Um homem suspeito de integrar uma quadrilha responsável por ao menos dois roubos milionários de joias em Ribeirão Preto (SP) foi preso na noite desta terça-feira (19). Segundo a Polícia Civil, Emerson dos Santos de Jesus, conhecido como Baianinho, era o responsável pela logística do grupo criminoso. Ele estava foragido desde 2025 e foi localizado em um imóvel no bairro Jardim Wilson Toni.
A quadrilha planejou cerca de 15 assaltos milionários na cidade, mas apenas dois foram executados: o roubo a um prédio de luxo na Rua Campos Sales e o roubo à residência de um casal de idosos no bairro Ribeirânia. De acordo com o delegado José Carvalho de Araújo Júnior, chefe das investigações, Emerson realizou compras de materiais usados no crime, incluindo perucas utilizadas como disfarces pelos criminosos. Além disso, ele é suspeito de auxiliar na fuga da quadrilha e de repassar as joias roubadas.

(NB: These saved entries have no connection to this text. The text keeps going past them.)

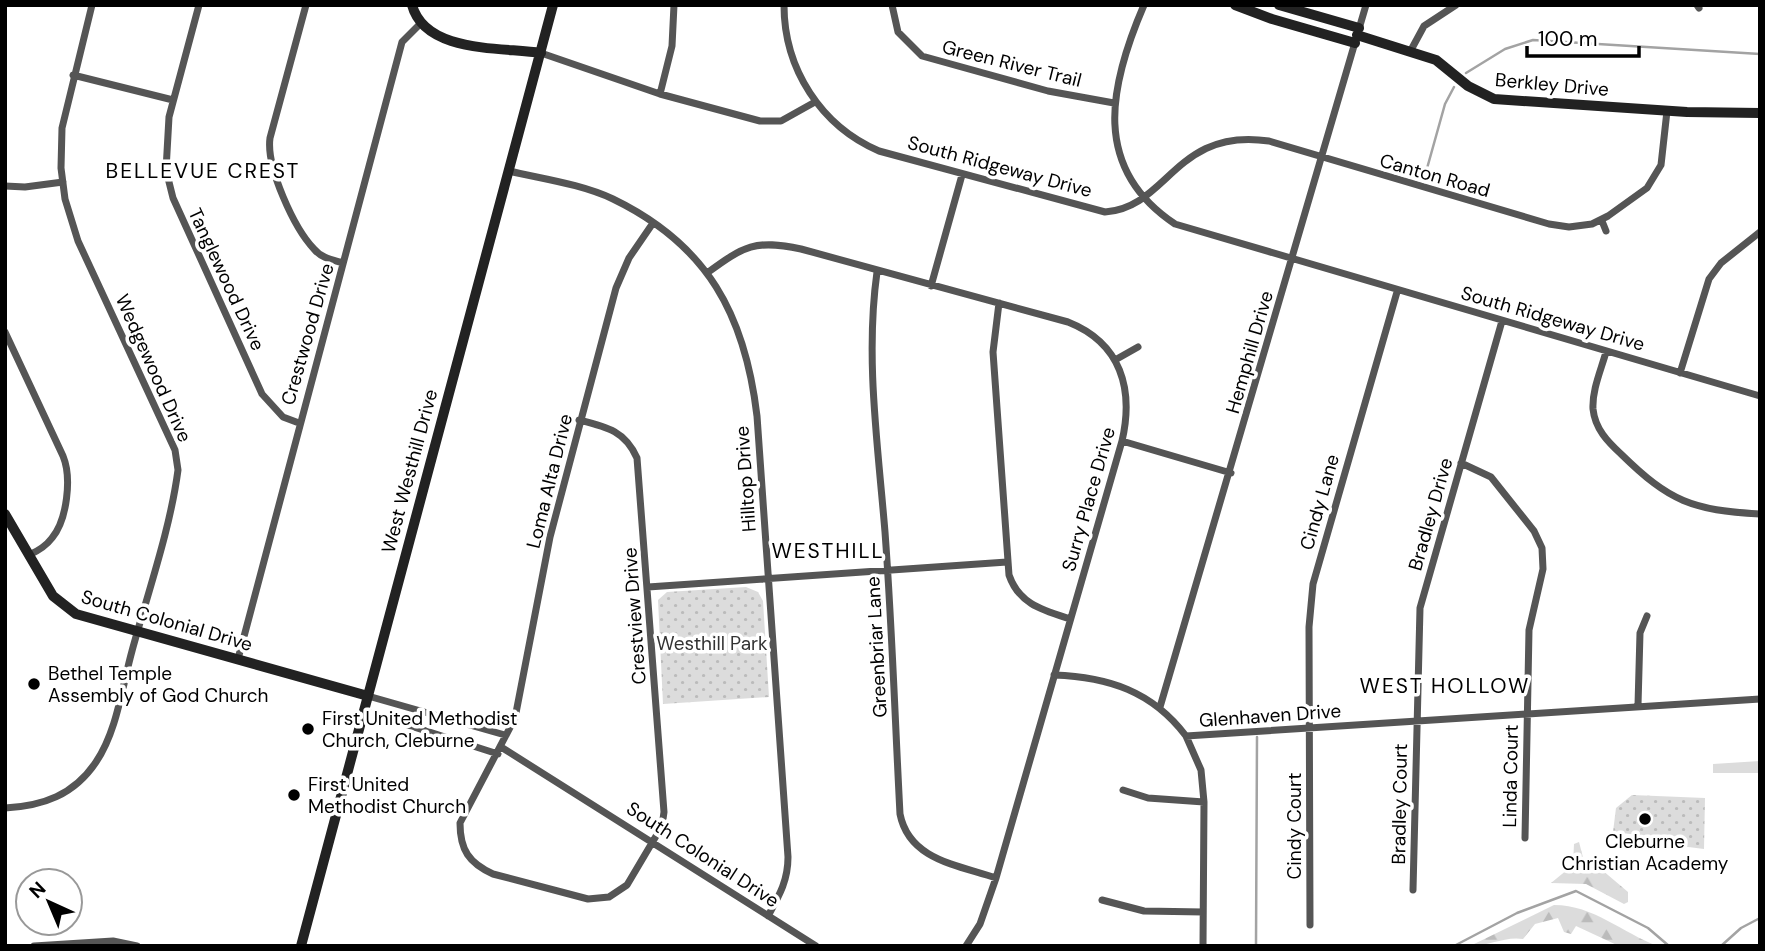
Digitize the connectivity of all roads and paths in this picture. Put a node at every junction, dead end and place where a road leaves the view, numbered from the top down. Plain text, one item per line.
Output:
1 (92, 5) edge
2 (199, 5) edge
3 (306, 5) edge
4 (412, 5) edge
5 (553, 5) edge
6 (674, 5) edge
7 (784, 5) edge
8 (892, 5) edge
9 (1144, 5) edge
10 (1279, 5) edge
11 (1366, 5) edge
12 (1456, 5) edge
13 (1240, 6) edge
14 (420, 24) junction
15 (1357, 36) junction
16 (1411, 50) junction
17 (541, 53) junction
18 (73, 75) junction
19 (660, 94) junction
20 (173, 100) junction
21 (815, 102) junction
22 (1114, 103) junction
23 (1667, 111) junction
24 (1760, 113) edge
25 (1323, 159) junction
26 (509, 171) junction
27 (962, 175) junction
28 (63, 182) junction
29 (5, 186) edge
30 (1142, 196) junction
31 (1602, 220) junction
32 (653, 223) junction
33 (1606, 231) dead end
34 (1760, 232) edge
35 (1292, 261) junction
36 (344, 263) junction
37 (877, 272) junction
38 (707, 273) junction
39 (931, 286) junction
40 (1397, 292) junction
41 (999, 303) junction
42 (1502, 321) junction
43 (5, 332) edge
44 (1138, 347) dead end
45 (1606, 352) junction
46 (1115, 360) junction
47 (1680, 373) junction
48 (1760, 396) edge
49 (579, 420) junction
50 (299, 422) junction
51 (1122, 441) junction
52 (1461, 463) junction
53 (1231, 473) junction
54 (5, 514) edge
55 (1760, 514) edge
56 (29, 555) junction
57 (1007, 562) junction
58 (888, 569) junction
59 (768, 579) junction
60 (648, 587) junction
61 (1647, 616) dead end
62 (1070, 619) junction
63 (138, 630) junction
64 (238, 659) junction
65 (1054, 675) junction
66 (368, 696) junction
67 (1760, 699) edge
68 (1638, 705) junction
69 (1160, 706) junction
70 (364, 711) junction
71 (1527, 714) junction
72 (1417, 720) junction
73 (1310, 727) junction
74 (505, 735) junction
75 (1186, 736) junction
76 (500, 750) junction
77 (1123, 790) dead end
78 (1204, 802) junction
79 (5, 808) edge
80 (1525, 838) dead end
81 (653, 842) junction
82 (996, 878) junction
83 (1413, 890) dead end
84 (1102, 900) dead end
85 (1203, 912) junction
86 (768, 916) junction
87 (1310, 925) dead end
88 (34, 946) edge
89 (137, 946) edge
90 (301, 946) edge
91 (816, 946) edge
92 (966, 946) edge
93 (1203, 946) edge

1 - 18 street, Wedgewood Drive
2 - 20 street, Tanglewood Drive
3 - 36 street
4 - 14 street
5 - 17 street, West Westhill Drive
6 - 19 street
7 - 21 street, South Ridgeway Drive
8 - 22 street, Green River Trail
9 - 22 street
10 - 15 street, Berkley Drive
11 - 15 street, Hemphill Drive
12 - 16 street
13 - 15 street, Berkley Drive
14 - 17 street
14 - 36 street, Crestwood Drive
15 - 16 street, Berkley Drive
15 - 25 street, Hemphill Drive
16 - 23 street, Berkley Drive
17 - 19 street
17 - 26 street, West Westhill Drive
18 - 20 street
18 - 28 street, Wedgewood Drive
19 - 21 street
20 - 50 street, Tanglewood Drive
21 - 27 street, South Ridgeway Drive
22 - 30 street
23 - 24 street, Berkley Drive
23 - 31 street, Canton Road
25 - 30 street, Canton Road
25 - 31 street, Canton Road
25 - 35 street, Hemphill Drive
26 - 32 street, Hilltop Drive
26 - 66 street, West Westhill Drive
27 - 30 street, South Ridgeway Drive
27 - 39 street
28 - 29 street
28 - 63 street, Wedgewood Drive
30 - 35 street, South Ridgeway Drive
31 - 33 street
32 - 38 street, Hilltop Drive
32 - 49 street, Loma Alta Drive
34 - 47 street
35 - 40 street, South Ridgeway Drive
35 - 53 street, Hemphill Drive
36 - 50 street, Crestwood Drive
37 - 38 street, Surry Place Drive
37 - 39 street, Surry Place Drive
37 - 58 street, Greenbriar Lane
38 - 59 street, Hilltop Drive
39 - 41 street, Surry Place Drive
40 - 42 street, South Ridgeway Drive
40 - 73 street, Cindy Lane
41 - 46 street, Surry Place Drive
41 - 57 street
42 - 45 street, South Ridgeway Drive
42 - 52 street, Bradley Drive
43 - 56 street
44 - 46 street
45 - 47 street, South Ridgeway Drive
45 - 55 street
46 - 51 street, Surry Place Drive
47 - 48 street, South Ridgeway Drive
49 - 60 street, Crestview Drive
49 - 74 street, Loma Alta Drive
50 - 64 street, Crestwood Drive
51 - 53 street
51 - 62 street, Surry Place Drive
52 - 71 street, Linda Court
52 - 72 street, Bradley Drive
53 - 69 street, Hemphill Drive
54 - 56 street, South Colonial Drive
56 - 63 street, South Colonial Drive
57 - 58 street
57 - 62 street
58 - 59 street
58 - 82 street, Greenbriar Lane
59 - 60 street
59 - 86 street, Hilltop Drive
60 - 81 street, Crestview Drive
61 - 68 street
62 - 65 street, Surry Place Drive
63 - 64 street, South Colonial Drive
63 - 79 street, Wedgewood Drive
64 - 66 street, South Colonial Drive
65 - 69 street, Glenhaven Drive
65 - 82 street, Surry Place Drive
66 - 70 street, West Westhill Drive
66 - 74 street
67 - 68 street, Glenhaven Drive
68 - 71 street, Glenhaven Drive
69 - 75 street, Glenhaven Drive
70 - 76 street, South Colonial Drive
70 - 90 street, West Westhill Drive
71 - 72 street, Glenhaven Drive
71 - 80 street, Linda Court
72 - 73 street, Glenhaven Drive
72 - 83 street, Bradley Court
73 - 75 street, Glenhaven Drive
73 - 87 street, Cindy Court
74 - 76 street, Loma Alta Drive
75 - 78 street
76 - 81 street, South Colonial Drive
76 - 81 street, Crestview Drive
77 - 78 street
78 - 85 street
81 - 86 street, South Colonial Drive
82 - 92 street, Surry Place Drive
84 - 85 street
85 - 93 street
86 - 91 street, South Colonial Drive
88 - 89 street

“Ele participou fazendo a ligação entre os autores do crime e o receptador dos objetos subtraídos. Preparou a logística, levando veículos para a fuga e adquirindo equipamentos, como os disfarces usados no caso da Campos Sales”, destacou o delegado. Até a última atualização desta reportagem, a defesa do homem não foi localizada.
Prejuízo de R$ 10 milhões
Os inquéritos relacionados aos dois crimes foram concluídos, com prejuízos estimados em cerca de R$ 10 milhões. As investigações resultaram em duas ações penais contra dezenas de envolvidos, parte deles já considerados réus na Justiça pelo assalto no prédio do Centro. Os investigados devem responder por crimes como associação criminosa, receptação qualificada, adulteração de sinais identificadores de veículos, roubo e extorsão.
Os outros presos
Desde o início das investigações, 17 pessoas foram identificadas por participação direta nos crimes. Quinze delas já estavam presas e uma continua foragida. Entre os detidos, ao menos quatro atuavam no núcleo financeiro do grupo, responsável por intermediar movimentações bancárias, receber valores extorquidos das vítimas e fazer pagamentos logísticos: Sidney Américo Vieira, Felipe Moreira da Mata, João Paulo César Freires de Oliveira e Widman Henrique Américo Barbosa.
Do núcleo logístico, encarregado de tarefas como a locação do apartamento no nono andar do prédio com documentação falsa e suporte material aos executores, três pessoas foram presas: Fabiana de Paula Fernandes Miranda e Pablo Rodrigues Cardoso, detidos em Ribeirão Preto, e Júlia Moretti de Paula, que se entregou à polícia em Araçatuba após dois meses foragida. A Polícia Civil descartou que Júlia seja uma das lideranças da quadrilha, acreditando que ela foi cooptada a participar do esquema.
Também há pessoas ligadas ao núcleo operacional, que agiram diretamente no assalto. Entre os presos estão Carlos Alberto da Silva e Henrique Eduardo, detidos no bairro João Rossi, zona Sul de Ribeirão Preto, em datas distintas, além de André Luiz Pereira Nunes, abordado enquanto dirigia um carro no cruzamento das avenidas Francisco Junqueira e Plínio de Castro Prado no início de outubro. Além disso, Diego de Freitas, conhecido como “Diego Ouro”, está entre os presos, suspeito de comandar a receptação das joias roubadas de dentro da cadeia, onde já estava preso por suspeita de participação em um roubo a uma casa na Ribeirânia, em maio. Diego seria parte do núcleo financeiro da quadrilha.